Are you in need of data? Maybe you want to analyze some data for insights. Or maybe you just want to train a model. In any case, you may be able to get the data you need via webscraping!

Webscraping is the process of *automatically* extracting data from websites. You can manually extract website data on your browser via "inspect," but automating this process is ideal if you need anything more than a few samples.

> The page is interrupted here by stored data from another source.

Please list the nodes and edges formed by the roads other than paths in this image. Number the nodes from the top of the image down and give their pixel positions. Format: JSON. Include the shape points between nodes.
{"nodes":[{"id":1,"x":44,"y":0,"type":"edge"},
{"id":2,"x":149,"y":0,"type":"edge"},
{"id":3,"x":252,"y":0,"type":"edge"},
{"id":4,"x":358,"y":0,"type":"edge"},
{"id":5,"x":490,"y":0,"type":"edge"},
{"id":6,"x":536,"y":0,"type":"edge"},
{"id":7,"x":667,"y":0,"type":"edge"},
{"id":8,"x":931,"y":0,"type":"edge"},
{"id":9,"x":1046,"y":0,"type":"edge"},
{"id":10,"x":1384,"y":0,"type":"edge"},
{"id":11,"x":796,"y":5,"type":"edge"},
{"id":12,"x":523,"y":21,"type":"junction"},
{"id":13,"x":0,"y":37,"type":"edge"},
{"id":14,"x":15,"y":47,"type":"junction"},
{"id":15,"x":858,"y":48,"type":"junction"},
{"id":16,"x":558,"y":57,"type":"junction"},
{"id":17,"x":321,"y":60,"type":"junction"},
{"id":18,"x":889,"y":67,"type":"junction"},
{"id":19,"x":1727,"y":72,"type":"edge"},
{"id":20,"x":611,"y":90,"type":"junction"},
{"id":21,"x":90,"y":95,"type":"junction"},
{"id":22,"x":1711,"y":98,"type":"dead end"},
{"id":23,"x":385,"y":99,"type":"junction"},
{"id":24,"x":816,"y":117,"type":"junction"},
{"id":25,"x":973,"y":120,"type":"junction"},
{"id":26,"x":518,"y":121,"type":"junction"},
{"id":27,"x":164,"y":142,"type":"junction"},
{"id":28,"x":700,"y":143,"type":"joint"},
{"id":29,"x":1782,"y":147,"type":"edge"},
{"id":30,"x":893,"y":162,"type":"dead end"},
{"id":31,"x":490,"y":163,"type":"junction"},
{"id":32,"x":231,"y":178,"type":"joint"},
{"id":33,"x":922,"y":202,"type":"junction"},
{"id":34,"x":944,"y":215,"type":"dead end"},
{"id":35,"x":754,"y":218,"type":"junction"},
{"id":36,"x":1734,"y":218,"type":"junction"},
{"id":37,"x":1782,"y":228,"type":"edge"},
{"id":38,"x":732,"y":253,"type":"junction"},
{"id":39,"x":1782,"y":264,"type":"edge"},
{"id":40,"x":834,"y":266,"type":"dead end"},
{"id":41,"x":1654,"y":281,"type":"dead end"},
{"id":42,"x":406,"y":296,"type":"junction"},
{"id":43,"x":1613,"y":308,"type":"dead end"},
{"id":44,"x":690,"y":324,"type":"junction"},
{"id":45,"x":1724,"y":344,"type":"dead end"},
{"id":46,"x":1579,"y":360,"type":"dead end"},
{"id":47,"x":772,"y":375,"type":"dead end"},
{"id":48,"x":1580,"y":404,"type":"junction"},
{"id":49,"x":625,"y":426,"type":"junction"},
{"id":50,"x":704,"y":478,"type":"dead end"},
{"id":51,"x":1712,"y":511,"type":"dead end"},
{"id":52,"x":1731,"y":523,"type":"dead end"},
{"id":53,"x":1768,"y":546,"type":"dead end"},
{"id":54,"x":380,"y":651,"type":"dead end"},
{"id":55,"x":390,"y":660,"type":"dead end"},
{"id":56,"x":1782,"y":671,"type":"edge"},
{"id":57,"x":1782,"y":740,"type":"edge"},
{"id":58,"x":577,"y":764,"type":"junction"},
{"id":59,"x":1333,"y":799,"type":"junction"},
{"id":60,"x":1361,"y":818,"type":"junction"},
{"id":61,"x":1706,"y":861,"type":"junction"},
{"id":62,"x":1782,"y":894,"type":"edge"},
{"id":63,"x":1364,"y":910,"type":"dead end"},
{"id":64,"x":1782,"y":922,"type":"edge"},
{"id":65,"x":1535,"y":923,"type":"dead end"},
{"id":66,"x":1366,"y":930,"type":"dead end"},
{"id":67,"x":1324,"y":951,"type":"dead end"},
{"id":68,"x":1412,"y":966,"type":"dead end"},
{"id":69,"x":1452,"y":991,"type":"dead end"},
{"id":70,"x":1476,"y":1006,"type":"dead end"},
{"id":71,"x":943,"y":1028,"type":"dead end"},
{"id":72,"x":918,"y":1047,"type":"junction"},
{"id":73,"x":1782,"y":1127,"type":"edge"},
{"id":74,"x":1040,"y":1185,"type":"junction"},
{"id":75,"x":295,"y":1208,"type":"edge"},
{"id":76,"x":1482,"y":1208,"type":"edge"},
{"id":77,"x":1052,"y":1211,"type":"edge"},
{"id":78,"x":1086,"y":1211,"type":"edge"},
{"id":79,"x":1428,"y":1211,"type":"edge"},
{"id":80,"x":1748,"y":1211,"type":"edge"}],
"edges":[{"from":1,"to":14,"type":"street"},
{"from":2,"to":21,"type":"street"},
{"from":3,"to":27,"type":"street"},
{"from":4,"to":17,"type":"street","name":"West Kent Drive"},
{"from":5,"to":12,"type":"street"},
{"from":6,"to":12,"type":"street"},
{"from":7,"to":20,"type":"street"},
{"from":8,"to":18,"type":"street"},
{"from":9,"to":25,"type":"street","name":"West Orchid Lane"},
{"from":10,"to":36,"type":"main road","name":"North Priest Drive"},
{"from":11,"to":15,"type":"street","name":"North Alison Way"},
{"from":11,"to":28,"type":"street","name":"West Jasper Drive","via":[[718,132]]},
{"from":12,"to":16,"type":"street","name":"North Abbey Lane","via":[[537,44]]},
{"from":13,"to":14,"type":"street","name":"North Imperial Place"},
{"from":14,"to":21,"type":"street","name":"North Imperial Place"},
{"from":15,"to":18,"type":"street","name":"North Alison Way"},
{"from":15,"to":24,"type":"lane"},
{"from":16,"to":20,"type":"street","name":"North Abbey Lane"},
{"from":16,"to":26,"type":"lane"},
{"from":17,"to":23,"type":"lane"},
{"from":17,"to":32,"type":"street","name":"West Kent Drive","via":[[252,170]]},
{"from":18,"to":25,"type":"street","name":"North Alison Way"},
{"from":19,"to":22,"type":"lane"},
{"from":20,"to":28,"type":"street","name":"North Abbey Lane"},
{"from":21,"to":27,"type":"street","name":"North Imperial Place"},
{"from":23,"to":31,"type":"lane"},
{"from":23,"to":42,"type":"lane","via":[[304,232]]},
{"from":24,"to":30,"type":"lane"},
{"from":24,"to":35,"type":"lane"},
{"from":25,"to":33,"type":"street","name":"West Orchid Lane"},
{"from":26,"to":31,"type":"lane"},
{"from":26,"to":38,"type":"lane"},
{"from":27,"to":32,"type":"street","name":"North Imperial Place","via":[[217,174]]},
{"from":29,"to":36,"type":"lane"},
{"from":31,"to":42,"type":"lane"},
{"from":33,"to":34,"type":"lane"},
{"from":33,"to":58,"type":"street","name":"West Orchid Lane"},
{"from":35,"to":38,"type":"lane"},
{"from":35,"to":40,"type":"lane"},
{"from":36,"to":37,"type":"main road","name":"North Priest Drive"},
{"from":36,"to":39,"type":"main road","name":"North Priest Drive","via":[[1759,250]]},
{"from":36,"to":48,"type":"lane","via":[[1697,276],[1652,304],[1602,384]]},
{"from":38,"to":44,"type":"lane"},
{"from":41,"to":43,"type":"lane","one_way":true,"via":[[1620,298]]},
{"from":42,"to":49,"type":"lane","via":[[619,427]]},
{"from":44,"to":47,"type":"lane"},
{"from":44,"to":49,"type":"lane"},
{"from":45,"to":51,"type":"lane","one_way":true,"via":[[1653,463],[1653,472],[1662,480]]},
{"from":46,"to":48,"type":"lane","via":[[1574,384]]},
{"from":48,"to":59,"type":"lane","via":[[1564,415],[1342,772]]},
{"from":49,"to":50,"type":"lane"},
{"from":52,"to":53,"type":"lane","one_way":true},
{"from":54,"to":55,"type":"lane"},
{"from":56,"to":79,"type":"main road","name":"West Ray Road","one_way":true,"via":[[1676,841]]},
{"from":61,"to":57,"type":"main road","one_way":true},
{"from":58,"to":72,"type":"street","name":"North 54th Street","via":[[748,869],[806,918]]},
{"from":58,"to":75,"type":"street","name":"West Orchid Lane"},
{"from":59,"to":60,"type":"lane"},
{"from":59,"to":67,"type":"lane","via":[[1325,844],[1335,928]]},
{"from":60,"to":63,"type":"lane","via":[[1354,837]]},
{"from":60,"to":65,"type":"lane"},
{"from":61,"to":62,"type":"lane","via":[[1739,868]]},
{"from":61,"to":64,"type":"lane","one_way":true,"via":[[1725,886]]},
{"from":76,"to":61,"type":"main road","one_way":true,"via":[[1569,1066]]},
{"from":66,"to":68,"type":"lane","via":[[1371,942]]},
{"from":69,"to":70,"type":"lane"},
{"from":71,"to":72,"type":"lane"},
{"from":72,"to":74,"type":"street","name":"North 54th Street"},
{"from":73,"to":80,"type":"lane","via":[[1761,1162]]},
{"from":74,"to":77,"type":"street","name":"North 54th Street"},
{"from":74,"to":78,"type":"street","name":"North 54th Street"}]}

- Go to any website (for instance, the [MAIC](https://msoe-maic.com/) site).
- Right-click anywhere on the page. Select the "inspect" option or something labeled similarly. This is usually at the bottom of the pop-up menu.
- Note the window that opened. It contains the raw HTML (and possibly JS/CSS) site data. This is what we want to scrape automatically.
- Use the element selector at the top left of the inspect window to see the HTML of specific elements.

---

<span style="color:#55ff55;font-weight:bold;font-size:1.5rem;">
    GO
</span>

**That's cool. How can I scrape automatically?**

Let's try scraping the MAIC leaderboard!

Basic scraping only needs the `requests` library.

In [None]:
%pip install requests

In [None]:
import requests

URL = 'https://msoe-maic.com'

html = requests.get(URL).text # Make a request to the URL and get the HTML via `.text`
print(html[:500]) # Print some of the resulting HTML

<!DOCTYPE html>
<html class="client-nojs vector-feature-language-in-header-enabled vector-feature-language-in-main-page-header-disabled vector-feature-page-tools-pinned-disabled vector-feature-toc-pinned-clientpref-1 vector-feature-main-menu-pinned-disabled vector-feature-limited-width-clientpref-1 vector-feature-limited-width-content-enabled vector-feature-custom-font-size-clientpref-1 vector-feature-appearance-pinned-clientpref-1 vector-feature-night-mode-enabled skin-theme-clientpref-day vect


This html now contains the leaderboard for us to extract. But how do we extract it?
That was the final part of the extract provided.